■ **Given records**
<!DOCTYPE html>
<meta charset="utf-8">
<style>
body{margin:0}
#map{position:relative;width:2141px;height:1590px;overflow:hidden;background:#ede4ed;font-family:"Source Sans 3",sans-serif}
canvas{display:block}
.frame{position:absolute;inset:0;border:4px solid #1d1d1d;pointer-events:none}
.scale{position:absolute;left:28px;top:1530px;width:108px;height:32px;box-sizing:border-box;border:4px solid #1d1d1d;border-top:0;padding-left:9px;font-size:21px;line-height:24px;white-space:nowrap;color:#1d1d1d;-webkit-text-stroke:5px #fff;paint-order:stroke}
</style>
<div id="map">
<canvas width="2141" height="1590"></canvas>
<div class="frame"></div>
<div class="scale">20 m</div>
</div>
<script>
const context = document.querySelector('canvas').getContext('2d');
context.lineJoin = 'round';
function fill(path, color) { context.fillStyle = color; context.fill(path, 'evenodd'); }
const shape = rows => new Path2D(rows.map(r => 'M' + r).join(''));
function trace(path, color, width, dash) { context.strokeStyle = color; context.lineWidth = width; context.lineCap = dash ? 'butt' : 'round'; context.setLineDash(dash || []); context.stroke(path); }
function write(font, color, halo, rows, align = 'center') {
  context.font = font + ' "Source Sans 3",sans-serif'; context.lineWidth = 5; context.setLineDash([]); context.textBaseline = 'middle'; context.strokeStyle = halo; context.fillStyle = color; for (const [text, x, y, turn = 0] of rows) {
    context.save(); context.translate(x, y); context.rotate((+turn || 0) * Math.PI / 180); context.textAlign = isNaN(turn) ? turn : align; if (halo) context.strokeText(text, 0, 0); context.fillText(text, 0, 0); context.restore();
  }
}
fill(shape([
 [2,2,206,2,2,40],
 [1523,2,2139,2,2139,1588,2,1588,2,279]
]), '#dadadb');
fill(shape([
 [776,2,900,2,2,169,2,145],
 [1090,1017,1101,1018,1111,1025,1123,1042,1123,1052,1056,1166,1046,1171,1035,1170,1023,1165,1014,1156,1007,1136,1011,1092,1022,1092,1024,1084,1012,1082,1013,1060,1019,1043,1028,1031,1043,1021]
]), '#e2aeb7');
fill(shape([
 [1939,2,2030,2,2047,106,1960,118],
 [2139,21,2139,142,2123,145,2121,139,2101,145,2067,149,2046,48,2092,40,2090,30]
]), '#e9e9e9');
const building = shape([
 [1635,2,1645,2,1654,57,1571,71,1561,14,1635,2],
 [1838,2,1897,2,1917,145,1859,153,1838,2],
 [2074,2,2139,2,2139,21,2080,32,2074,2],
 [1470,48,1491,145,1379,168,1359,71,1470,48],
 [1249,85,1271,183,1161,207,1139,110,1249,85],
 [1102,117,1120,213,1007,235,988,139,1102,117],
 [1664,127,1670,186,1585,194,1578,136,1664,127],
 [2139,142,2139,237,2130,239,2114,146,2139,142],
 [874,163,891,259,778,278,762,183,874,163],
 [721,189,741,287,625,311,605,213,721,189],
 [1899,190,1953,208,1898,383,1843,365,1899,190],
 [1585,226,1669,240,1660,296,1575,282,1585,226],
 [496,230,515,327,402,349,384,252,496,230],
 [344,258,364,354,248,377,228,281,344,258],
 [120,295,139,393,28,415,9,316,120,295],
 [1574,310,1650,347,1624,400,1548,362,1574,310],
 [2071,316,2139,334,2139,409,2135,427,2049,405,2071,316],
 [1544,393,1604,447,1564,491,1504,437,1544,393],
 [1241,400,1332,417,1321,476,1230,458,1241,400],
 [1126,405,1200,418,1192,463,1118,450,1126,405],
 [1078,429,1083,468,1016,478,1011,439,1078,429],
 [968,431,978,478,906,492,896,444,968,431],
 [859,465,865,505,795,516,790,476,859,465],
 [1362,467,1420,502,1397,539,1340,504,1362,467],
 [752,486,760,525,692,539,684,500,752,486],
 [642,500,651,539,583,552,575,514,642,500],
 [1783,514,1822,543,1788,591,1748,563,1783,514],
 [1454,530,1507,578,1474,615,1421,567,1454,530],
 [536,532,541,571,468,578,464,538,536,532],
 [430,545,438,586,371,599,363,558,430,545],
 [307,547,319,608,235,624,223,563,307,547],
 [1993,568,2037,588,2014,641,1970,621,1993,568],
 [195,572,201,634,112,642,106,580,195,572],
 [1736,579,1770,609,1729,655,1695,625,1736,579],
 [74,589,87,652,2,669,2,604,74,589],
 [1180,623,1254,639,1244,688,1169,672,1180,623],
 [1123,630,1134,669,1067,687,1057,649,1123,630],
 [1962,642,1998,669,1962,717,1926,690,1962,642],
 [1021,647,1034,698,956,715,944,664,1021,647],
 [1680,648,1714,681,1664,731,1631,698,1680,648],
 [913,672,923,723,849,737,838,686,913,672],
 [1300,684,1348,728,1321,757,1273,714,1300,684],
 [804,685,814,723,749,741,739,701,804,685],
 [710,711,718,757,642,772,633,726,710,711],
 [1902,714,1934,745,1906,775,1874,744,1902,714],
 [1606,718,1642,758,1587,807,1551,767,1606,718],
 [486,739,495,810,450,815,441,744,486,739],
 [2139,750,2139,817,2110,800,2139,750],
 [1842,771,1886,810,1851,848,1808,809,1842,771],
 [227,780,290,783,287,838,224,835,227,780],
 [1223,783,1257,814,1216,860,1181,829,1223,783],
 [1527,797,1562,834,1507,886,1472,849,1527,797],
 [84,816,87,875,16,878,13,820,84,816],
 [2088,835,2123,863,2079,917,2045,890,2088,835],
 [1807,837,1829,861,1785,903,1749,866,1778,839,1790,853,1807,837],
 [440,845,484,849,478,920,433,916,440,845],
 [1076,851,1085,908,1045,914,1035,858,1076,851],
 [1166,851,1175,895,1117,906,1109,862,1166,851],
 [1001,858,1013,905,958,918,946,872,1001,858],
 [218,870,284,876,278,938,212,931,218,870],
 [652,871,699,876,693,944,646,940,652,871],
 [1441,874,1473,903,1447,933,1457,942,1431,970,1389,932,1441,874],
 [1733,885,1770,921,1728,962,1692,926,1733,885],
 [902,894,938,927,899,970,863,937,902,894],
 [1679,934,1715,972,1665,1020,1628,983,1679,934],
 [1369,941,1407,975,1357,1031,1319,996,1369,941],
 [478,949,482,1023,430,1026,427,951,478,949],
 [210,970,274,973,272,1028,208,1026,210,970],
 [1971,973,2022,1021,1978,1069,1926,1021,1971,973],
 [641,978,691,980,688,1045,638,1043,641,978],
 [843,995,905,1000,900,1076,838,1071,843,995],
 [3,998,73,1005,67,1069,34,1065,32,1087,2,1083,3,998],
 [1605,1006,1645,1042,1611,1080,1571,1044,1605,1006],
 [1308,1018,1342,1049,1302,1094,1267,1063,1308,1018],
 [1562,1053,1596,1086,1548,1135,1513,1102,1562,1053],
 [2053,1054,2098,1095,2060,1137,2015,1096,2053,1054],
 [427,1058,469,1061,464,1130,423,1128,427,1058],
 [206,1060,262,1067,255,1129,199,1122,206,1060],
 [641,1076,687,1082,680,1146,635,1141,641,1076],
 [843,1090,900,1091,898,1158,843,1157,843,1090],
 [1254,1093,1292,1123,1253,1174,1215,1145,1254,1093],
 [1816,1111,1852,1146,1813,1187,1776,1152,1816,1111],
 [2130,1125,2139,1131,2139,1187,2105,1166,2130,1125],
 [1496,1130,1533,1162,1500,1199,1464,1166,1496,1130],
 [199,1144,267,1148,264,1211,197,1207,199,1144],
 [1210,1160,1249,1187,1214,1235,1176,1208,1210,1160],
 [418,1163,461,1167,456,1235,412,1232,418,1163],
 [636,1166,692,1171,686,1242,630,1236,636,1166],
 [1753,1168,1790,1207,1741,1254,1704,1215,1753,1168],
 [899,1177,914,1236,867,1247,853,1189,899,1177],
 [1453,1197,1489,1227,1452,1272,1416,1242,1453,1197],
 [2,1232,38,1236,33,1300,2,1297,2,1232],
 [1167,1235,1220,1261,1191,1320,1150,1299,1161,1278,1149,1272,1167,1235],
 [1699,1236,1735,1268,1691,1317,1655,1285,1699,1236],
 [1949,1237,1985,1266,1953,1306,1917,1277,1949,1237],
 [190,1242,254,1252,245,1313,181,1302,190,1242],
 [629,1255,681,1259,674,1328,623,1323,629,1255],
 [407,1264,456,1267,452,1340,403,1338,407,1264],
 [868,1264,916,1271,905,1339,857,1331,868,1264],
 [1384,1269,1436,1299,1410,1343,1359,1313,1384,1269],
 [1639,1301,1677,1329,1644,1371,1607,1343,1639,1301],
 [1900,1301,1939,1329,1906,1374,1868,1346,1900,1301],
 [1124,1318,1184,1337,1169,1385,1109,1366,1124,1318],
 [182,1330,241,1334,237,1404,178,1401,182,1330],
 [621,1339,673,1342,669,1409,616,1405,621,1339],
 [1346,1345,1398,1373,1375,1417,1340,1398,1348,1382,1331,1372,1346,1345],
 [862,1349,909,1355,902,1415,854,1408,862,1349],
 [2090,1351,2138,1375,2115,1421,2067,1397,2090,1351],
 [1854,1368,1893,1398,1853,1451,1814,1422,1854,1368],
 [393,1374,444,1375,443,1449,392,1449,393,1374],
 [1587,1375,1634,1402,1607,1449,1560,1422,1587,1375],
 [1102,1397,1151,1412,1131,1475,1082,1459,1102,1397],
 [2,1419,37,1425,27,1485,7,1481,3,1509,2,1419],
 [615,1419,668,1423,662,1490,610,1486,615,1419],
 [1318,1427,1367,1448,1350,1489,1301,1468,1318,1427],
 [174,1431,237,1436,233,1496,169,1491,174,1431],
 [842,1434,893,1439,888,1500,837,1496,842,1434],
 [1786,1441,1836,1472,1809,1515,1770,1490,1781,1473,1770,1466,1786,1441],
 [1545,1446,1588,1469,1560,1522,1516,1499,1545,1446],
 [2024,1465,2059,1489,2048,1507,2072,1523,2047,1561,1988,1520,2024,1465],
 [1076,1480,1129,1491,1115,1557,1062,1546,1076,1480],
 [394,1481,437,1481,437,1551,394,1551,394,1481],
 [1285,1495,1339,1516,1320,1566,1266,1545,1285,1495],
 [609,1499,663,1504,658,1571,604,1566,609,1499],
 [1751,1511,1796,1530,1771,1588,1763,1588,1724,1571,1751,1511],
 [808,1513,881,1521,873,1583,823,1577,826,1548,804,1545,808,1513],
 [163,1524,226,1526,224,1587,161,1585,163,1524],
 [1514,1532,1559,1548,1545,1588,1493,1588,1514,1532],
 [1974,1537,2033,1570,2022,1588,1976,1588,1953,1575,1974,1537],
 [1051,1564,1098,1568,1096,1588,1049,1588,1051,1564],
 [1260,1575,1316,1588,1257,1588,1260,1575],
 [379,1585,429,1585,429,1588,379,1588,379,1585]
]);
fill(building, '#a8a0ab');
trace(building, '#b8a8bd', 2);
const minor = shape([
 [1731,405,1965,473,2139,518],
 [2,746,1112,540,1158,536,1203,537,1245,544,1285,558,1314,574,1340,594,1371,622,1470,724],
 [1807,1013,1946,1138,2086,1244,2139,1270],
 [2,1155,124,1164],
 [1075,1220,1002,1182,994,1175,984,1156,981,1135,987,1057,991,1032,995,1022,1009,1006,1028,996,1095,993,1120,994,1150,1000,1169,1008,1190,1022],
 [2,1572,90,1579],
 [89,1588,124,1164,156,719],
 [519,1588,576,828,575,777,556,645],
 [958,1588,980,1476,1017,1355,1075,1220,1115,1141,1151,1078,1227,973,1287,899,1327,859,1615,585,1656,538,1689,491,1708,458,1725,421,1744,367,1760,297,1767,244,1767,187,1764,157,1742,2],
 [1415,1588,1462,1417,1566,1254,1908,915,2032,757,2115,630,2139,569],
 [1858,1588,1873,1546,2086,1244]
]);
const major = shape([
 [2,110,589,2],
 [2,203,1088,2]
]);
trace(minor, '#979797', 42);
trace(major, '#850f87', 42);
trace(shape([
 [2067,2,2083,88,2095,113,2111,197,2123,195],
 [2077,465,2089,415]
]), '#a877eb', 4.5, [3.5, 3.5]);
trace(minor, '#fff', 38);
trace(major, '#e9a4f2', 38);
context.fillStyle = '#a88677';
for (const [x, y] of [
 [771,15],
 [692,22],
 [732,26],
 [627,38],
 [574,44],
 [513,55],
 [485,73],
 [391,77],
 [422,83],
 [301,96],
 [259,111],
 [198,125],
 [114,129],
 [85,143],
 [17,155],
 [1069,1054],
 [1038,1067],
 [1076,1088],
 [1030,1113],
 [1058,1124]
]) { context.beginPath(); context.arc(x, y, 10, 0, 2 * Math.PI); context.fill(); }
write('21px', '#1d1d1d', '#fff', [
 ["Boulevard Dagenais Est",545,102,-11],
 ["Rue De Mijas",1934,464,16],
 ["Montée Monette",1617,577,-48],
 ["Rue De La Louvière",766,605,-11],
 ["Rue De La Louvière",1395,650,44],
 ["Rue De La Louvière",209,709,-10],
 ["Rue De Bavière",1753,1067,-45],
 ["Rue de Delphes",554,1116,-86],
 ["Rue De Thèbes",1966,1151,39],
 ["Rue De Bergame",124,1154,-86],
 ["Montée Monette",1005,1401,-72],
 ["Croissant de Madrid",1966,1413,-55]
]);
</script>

■ **Task details**
State how many lines of the records hold the string "align", and nothing else.

■ **The completed task**
2